Stop The World I Want To Get Off  opened at the Shubert Theatre on  October 2, 1962. Running for 555 performances The music and lyrics were composed by Leslie Bricusse and Anthony Newley. The musical starred Anthony Newley as Littlechap and  Anna Quayle portrays Evie. Fortunately for the jazz world one of their tunes would enter the pantheon of jazz classics – What Kind Of Fool Am I.

The Story: Set against the backdrop of a circus, it focuses on Littlechap, whose first major step towards improving his lot is to marry Evie, his boss’ daughter. Saddled with the responsibilities of a family, he allows his growing dissatisfaction with his existence to lead him into the arms of various women – Russian Anya, German Ilse, and American Ginnie – as he searches for something better than he has, only to realize in the twilight of his life what he always had – the love of his wife – was more than enough to sustain him.

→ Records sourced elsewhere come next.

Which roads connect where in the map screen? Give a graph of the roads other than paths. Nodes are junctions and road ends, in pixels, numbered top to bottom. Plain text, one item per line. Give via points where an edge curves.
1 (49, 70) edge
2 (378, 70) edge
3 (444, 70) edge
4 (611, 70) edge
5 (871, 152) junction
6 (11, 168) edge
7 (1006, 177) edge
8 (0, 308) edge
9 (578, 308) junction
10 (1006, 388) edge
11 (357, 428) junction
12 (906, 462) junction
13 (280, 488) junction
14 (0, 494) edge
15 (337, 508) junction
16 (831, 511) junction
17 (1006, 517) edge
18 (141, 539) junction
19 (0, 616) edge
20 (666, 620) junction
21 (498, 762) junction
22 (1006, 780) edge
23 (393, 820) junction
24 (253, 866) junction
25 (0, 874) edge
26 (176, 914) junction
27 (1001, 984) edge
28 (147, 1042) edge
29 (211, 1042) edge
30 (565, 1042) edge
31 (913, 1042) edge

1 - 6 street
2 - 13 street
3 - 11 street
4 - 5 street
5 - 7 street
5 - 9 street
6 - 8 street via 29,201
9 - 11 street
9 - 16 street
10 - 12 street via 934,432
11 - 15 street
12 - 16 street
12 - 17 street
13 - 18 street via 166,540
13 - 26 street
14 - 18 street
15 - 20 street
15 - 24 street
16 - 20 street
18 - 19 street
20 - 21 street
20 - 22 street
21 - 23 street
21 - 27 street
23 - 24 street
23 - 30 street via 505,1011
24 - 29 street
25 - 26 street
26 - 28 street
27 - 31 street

Broadway History: In 1950, the tradition of the gypsy robe was born on Broadway, when a chorus member in Gentlemen Prefer Blondes sent the worn-out robe of a fellow chorus member to a friend in a different production. Since then, the robe has been passed to the chorus member with the most credits on the opening night of Broadway plays, with each former “gypsy” adding a prop from his or her performance.